Task:
Restating the data exactly is the whole task.

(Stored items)

○ ○ ○ ○ ○ ○ ○

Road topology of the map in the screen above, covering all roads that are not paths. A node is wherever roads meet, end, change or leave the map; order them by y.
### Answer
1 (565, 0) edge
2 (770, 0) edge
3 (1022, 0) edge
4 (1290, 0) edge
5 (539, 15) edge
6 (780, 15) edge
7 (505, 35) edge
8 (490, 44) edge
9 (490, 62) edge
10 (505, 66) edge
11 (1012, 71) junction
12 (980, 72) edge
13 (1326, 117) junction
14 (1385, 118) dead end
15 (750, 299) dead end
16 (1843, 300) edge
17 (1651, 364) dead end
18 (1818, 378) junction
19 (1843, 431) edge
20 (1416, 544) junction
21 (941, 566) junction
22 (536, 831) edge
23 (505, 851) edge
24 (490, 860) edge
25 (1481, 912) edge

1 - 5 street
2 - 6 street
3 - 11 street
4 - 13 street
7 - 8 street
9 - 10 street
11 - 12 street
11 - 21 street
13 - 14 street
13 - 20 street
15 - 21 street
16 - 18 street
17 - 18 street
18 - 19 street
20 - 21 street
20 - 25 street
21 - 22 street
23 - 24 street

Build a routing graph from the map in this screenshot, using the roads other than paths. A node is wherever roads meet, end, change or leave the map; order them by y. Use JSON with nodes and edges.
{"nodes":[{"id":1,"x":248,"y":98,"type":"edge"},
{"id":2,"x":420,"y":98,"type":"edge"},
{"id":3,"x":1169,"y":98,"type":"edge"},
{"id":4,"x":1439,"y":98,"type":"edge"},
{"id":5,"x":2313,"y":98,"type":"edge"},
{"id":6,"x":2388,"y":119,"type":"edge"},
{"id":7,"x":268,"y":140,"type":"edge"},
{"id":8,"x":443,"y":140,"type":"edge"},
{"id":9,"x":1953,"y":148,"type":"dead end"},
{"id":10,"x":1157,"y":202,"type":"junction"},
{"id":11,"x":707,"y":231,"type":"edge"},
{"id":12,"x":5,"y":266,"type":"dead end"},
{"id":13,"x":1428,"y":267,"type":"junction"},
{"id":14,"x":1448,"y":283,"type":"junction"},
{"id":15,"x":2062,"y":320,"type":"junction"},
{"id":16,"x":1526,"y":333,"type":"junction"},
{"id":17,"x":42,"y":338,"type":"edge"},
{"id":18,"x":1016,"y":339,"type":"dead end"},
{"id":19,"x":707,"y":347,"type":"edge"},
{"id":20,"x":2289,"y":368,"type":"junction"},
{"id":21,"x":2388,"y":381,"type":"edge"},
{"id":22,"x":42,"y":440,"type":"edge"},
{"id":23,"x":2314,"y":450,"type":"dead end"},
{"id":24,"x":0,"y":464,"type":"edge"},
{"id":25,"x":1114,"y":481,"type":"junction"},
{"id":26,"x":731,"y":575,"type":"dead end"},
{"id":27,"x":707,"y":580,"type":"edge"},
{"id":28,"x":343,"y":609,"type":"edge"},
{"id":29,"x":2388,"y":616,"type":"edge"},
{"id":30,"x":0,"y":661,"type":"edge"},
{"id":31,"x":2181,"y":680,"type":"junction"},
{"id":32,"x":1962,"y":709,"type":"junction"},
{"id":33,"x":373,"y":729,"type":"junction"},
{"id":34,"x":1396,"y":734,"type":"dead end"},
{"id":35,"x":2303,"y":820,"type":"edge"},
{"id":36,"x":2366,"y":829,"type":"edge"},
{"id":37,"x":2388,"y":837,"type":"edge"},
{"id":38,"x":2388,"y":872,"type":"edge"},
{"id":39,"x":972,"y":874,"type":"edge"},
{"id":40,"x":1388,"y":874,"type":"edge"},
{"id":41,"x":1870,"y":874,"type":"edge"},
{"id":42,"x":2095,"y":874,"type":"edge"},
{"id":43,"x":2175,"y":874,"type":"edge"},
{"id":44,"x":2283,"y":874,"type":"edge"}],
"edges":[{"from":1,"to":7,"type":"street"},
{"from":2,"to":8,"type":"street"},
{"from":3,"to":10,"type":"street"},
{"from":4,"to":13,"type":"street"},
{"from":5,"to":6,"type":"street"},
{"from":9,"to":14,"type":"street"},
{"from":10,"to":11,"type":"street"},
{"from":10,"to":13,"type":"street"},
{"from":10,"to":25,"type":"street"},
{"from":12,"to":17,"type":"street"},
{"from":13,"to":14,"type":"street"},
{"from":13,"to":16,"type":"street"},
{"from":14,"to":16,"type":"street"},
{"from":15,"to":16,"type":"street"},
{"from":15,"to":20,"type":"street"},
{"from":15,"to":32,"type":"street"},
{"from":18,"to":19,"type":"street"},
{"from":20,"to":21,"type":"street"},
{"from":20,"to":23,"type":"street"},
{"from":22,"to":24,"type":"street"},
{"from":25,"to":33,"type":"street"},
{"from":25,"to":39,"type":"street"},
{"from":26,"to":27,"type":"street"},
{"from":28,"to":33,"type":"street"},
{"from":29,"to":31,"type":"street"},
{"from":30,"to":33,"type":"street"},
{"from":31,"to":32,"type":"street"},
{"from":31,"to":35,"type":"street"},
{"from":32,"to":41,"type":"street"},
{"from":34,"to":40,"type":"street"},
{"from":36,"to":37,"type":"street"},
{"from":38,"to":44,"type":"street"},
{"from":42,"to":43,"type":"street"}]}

○ ○ ○ ○ ○ ○ ○

Written solution:
Road topology of the map in the screen above, covering all roads that are not paths. A node is wherever roads meet, end, change or leave the map; order them by y.
### Answer
1 (565, 0) edge
2 (770, 0) edge
3 (1022, 0) edge
4 (1290, 0) edge
5 (539, 15) edge
6 (780, 15) edge
7 (505, 35) edge
8 (490, 44) edge
9 (490, 62) edge
10 (505, 66) edge
11 (1012, 71) junction
12 (980, 72) edge
13 (1326, 117) junction
14 (1385, 118) dead end
15 (750, 299) dead end
16 (1843, 300) edge
17 (1651, 364) dead end
18 (1818, 378) junction
19 (1843, 431) edge
20 (1416, 544) junction
21 (941, 566) junction
22 (536, 831) edge
23 (505, 851) edge
24 (490, 860) edge
25 (1481, 912) edge

1 - 5 street
2 - 6 street
3 - 11 street
4 - 13 street
7 - 8 street
9 - 10 street
11 - 12 street
11 - 21 street
13 - 14 street
13 - 20 street
15 - 21 street
16 - 18 street
17 - 18 street
18 - 19 street
20 - 21 street
20 - 25 street
21 - 22 street
23 - 24 street

Build a routing graph from the map in this screenshot, using the roads other than paths. A node is wherever roads meet, end, change or leave the map; order them by y. Use JSON with nodes and edges.
{"nodes":[{"id":1,"x":248,"y":98,"type":"edge"},
{"id":2,"x":420,"y":98,"type":"edge"},
{"id":3,"x":1169,"y":98,"type":"edge"},
{"id":4,"x":1439,"y":98,"type":"edge"},
{"id":5,"x":2313,"y":98,"type":"edge"},
{"id":6,"x":2388,"y":119,"type":"edge"},
{"id":7,"x":268,"y":140,"type":"edge"},
{"id":8,"x":443,"y":140,"type":"edge"},
{"id":9,"x":1953,"y":148,"type":"dead end"},
{"id":10,"x":1157,"y":202,"type":"junction"},
{"id":11,"x":707,"y":231,"type":"edge"},
{"id":12,"x":5,"y":266,"type":"dead end"},
{"id":13,"x":1428,"y":267,"type":"junction"},
{"id":14,"x":1448,"y":283,"type":"junction"},
{"id":15,"x":2062,"y":320,"type":"junction"},
{"id":16,"x":1526,"y":333,"type":"junction"},
{"id":17,"x":42,"y":338,"type":"edge"},
{"id":18,"x":1016,"y":339,"type":"dead end"},
{"id":19,"x":707,"y":347,"type":"edge"},
{"id":20,"x":2289,"y":368,"type":"junction"},
{"id":21,"x":2388,"y":381,"type":"edge"},
{"id":22,"x":42,"y":440,"type":"edge"},
{"id":23,"x":2314,"y":450,"type":"dead end"},
{"id":24,"x":0,"y":464,"type":"edge"},
{"id":25,"x":1114,"y":481,"type":"junction"},
{"id":26,"x":731,"y":575,"type":"dead end"},
{"id":27,"x":707,"y":580,"type":"edge"},
{"id":28,"x":343,"y":609,"type":"edge"},
{"id":29,"x":2388,"y":616,"type":"edge"},
{"id":30,"x":0,"y":661,"type":"edge"},
{"id":31,"x":2181,"y":680,"type":"junction"},
{"id":32,"x":1962,"y":709,"type":"junction"},
{"id":33,"x":373,"y":729,"type":"junction"},
{"id":34,"x":1396,"y":734,"type":"dead end"},
{"id":35,"x":2303,"y":820,"type":"edge"},
{"id":36,"x":2366,"y":829,"type":"edge"},
{"id":37,"x":2388,"y":837,"type":"edge"},
{"id":38,"x":2388,"y":872,"type":"edge"},
{"id":39,"x":972,"y":874,"type":"edge"},
{"id":40,"x":1388,"y":874,"type":"edge"},
{"id":41,"x":1870,"y":874,"type":"edge"},
{"id":42,"x":2095,"y":874,"type":"edge"},
{"id":43,"x":2175,"y":874,"type":"edge"},
{"id":44,"x":2283,"y":874,"type":"edge"}],
"edges":[{"from":1,"to":7,"type":"street"},
{"from":2,"to":8,"type":"street"},
{"from":3,"to":10,"type":"street"},
{"from":4,"to":13,"type":"street"},
{"from":5,"to":6,"type":"street"},
{"from":9,"to":14,"type":"street"},
{"from":10,"to":11,"type":"street"},
{"from":10,"to":13,"type":"street"},
{"from":10,"to":25,"type":"street"},
{"from":12,"to":17,"type":"street"},
{"from":13,"to":14,"type":"street"},
{"from":13,"to":16,"type":"street"},
{"from":14,"to":16,"type":"street"},
{"from":15,"to":16,"type":"street"},
{"from":15,"to":20,"type":"street"},
{"from":15,"to":32,"type":"street"},
{"from":18,"to":19,"type":"street"},
{"from":20,"to":21,"type":"street"},
{"from":20,"to":23,"type":"street"},
{"from":22,"to":24,"type":"street"},
{"from":25,"to":33,"type":"street"},
{"from":25,"to":39,"type":"street"},
{"from":26,"to":27,"type":"street"},
{"from":28,"to":33,"type":"street"},
{"from":29,"to":31,"type":"street"},
{"from":30,"to":33,"type":"street"},
{"from":31,"to":32,"type":"street"},
{"from":31,"to":35,"type":"street"},
{"from":32,"to":41,"type":"street"},
{"from":34,"to":40,"type":"street"},
{"from":36,"to":37,"type":"street"},
{"from":38,"to":44,"type":"street"},
{"from":42,"to":43,"type":"street"}]}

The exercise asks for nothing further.